Jean Paul Gaultier

PARIS, July 8, 2004
By Sarah Mower
Even though he's now in the saddle at Hermès—the horsey Parisian luxury house—Jean Paul Gaultier shows no inclination to cry "Whoa, boy!" when it comes to his own couture collection. For fall 2004, he trotted out a stable of cross-cultural riders, with everyone from South American gauchos to the Scarlet Pimpernel getting turns in the ring.

Themes apart, Gaultier's overriding fashion message for the season is: capes. Nearly every outfit had something flamboyantly chic hanging from the shoulders: cloaks, blankets, wraps, stoles, togas, serapes, flings, scarves. They came in fringed suede, tartan, velvet, Mackintosh twill, antiqued metal sequin, shot taffeta, and fur-edged painted silk, and were mostly paired with swashbuckling thigh boots, an extravagant hat, and nothing much in between, save a tiny cowl-neck tunic in some exotic fabric.

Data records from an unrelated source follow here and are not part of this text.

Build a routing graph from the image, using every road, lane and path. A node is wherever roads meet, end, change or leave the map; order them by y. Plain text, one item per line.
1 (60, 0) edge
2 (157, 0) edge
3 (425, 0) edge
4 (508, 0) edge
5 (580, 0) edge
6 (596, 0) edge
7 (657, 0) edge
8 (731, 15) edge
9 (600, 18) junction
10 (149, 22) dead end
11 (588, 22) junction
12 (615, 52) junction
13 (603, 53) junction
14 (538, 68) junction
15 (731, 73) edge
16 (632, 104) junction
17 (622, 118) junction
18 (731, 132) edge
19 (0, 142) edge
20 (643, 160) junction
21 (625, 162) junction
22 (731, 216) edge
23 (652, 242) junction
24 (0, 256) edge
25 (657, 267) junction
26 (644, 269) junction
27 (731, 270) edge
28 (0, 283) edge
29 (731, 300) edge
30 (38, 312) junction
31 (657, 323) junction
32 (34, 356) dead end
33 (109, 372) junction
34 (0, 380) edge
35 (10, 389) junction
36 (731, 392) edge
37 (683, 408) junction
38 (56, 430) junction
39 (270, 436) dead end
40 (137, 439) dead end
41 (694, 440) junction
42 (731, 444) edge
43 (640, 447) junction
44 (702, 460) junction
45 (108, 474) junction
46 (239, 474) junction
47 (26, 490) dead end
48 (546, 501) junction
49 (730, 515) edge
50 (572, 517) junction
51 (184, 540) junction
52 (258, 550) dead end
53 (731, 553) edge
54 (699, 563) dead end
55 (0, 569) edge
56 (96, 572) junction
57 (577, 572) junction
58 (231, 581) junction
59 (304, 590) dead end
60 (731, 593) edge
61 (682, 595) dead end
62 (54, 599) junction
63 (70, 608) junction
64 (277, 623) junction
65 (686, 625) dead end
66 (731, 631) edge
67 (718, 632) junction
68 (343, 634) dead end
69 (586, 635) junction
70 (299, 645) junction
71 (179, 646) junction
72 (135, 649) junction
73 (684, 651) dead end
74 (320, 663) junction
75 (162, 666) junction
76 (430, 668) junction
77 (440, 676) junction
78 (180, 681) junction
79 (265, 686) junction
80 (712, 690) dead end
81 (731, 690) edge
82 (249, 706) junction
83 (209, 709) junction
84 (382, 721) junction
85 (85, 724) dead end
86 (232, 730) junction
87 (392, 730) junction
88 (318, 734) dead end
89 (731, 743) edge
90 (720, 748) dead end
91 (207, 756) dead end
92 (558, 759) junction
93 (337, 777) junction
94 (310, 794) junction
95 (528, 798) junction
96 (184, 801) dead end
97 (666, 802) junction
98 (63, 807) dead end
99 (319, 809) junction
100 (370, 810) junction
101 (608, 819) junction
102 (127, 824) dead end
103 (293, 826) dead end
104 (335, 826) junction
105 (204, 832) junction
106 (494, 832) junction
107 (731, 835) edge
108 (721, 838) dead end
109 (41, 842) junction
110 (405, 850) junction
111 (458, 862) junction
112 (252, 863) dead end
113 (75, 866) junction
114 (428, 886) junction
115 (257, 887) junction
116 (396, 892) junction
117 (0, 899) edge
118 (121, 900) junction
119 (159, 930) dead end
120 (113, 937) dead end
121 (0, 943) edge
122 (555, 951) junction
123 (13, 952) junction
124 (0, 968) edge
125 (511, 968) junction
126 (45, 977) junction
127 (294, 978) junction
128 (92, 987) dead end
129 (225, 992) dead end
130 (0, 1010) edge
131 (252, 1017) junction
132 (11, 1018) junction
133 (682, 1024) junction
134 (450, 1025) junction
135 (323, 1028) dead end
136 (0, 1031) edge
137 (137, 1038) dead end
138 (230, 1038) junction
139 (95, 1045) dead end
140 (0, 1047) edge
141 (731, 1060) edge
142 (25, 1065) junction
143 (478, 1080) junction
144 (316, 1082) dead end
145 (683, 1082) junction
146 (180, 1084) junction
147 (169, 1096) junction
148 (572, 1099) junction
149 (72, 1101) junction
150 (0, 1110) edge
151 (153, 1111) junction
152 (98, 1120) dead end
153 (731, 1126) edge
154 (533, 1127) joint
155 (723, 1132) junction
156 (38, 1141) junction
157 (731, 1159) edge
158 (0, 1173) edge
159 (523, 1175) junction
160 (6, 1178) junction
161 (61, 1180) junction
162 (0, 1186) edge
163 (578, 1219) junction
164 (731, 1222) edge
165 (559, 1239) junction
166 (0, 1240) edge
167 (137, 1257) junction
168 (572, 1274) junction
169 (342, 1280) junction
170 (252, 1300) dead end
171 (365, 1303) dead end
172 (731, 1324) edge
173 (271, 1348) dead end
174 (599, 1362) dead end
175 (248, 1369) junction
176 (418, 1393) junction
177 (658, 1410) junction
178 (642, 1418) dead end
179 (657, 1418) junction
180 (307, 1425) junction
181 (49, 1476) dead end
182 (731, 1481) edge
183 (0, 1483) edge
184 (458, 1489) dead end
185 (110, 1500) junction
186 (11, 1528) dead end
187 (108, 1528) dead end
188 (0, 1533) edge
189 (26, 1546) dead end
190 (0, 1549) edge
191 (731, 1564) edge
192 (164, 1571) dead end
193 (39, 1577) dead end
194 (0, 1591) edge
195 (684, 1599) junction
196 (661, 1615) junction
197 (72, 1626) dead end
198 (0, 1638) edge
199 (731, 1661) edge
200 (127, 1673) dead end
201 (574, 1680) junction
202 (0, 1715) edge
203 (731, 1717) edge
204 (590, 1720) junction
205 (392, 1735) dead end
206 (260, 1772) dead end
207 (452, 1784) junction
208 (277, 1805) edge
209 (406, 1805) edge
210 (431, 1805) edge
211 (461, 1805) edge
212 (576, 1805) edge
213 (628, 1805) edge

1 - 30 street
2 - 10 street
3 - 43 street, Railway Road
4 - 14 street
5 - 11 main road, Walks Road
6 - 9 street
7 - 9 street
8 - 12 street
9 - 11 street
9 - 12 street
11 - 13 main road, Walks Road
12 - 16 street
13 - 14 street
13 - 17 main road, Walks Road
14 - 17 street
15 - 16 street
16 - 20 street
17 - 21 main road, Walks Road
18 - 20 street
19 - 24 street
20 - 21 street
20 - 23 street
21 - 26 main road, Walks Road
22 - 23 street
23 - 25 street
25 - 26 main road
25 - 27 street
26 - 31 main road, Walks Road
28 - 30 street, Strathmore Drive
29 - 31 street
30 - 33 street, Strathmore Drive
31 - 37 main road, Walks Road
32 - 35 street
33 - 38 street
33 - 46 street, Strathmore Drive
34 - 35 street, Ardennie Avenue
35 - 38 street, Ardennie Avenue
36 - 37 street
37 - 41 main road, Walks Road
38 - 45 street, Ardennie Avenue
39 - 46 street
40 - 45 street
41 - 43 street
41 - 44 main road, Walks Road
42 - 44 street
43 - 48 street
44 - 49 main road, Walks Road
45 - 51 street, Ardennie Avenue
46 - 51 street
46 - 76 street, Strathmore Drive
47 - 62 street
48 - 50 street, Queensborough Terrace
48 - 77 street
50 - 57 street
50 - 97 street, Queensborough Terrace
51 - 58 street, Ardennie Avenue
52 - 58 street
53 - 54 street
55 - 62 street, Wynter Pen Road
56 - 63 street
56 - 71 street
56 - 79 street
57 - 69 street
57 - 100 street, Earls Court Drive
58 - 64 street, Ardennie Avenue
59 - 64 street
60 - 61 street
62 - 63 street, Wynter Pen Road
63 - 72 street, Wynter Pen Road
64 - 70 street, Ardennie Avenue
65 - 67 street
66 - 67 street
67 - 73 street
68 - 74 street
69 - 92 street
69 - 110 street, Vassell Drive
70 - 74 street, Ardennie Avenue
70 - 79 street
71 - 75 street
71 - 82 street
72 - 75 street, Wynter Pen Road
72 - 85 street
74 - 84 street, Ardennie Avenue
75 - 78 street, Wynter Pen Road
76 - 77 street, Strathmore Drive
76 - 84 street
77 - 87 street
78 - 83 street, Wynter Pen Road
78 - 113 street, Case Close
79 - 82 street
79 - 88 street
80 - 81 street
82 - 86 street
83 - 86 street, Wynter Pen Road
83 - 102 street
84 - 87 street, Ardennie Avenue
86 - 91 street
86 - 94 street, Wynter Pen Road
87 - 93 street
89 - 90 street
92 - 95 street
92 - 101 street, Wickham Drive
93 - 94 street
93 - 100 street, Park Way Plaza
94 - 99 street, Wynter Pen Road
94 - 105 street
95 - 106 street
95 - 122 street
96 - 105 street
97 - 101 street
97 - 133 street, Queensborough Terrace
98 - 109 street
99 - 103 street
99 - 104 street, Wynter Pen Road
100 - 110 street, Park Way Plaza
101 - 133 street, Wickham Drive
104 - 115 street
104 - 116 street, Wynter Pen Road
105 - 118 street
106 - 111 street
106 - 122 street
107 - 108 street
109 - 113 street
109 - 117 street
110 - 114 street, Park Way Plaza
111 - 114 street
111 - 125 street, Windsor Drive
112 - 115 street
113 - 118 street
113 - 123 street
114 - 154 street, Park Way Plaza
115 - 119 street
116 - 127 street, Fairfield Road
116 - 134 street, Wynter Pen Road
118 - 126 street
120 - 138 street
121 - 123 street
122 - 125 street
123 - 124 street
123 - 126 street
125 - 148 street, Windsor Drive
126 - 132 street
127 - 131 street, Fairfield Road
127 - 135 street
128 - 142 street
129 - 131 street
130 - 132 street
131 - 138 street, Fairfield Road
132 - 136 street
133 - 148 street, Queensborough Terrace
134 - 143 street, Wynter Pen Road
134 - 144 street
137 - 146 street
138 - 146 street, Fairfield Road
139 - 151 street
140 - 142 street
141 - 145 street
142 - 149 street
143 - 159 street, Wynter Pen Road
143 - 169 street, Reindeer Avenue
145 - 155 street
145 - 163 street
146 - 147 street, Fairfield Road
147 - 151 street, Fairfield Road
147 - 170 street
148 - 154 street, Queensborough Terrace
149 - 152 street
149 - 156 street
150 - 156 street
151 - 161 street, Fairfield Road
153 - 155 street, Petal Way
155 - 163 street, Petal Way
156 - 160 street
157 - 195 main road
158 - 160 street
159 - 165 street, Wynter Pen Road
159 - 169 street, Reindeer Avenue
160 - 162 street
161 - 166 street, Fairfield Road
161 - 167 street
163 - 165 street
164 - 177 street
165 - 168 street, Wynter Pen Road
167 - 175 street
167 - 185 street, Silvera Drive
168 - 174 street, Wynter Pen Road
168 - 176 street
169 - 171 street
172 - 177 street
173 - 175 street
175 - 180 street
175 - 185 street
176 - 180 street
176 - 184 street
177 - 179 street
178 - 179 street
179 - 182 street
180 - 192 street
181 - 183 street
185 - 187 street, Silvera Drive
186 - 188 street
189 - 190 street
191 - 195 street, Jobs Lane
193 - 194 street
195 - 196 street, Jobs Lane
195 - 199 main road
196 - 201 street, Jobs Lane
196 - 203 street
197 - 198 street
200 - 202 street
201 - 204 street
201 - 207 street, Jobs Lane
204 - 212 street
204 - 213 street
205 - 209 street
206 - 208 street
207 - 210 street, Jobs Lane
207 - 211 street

But Gaultier's couture is not all high jinks and punning. There were moments of considered strategy, as when the red-haired Lily Cole walked out wearing a YSL-homage midnight-blue silk velvet cape, plum blouse, turquoise satin skirt, and red suede boots. (Since Saint Laurent closed his couture house, many clients—like Catherine Deneuve, seated front row—have transferred their allegiances to Gaultier.) And in a quiet but oh-so-pertinent way, he sent out three thoroughbred full-length gowns—one in plunging black; the second draped as a velvet toga; the third, a Hollywood white silk halter—that were masterworks of couture cut.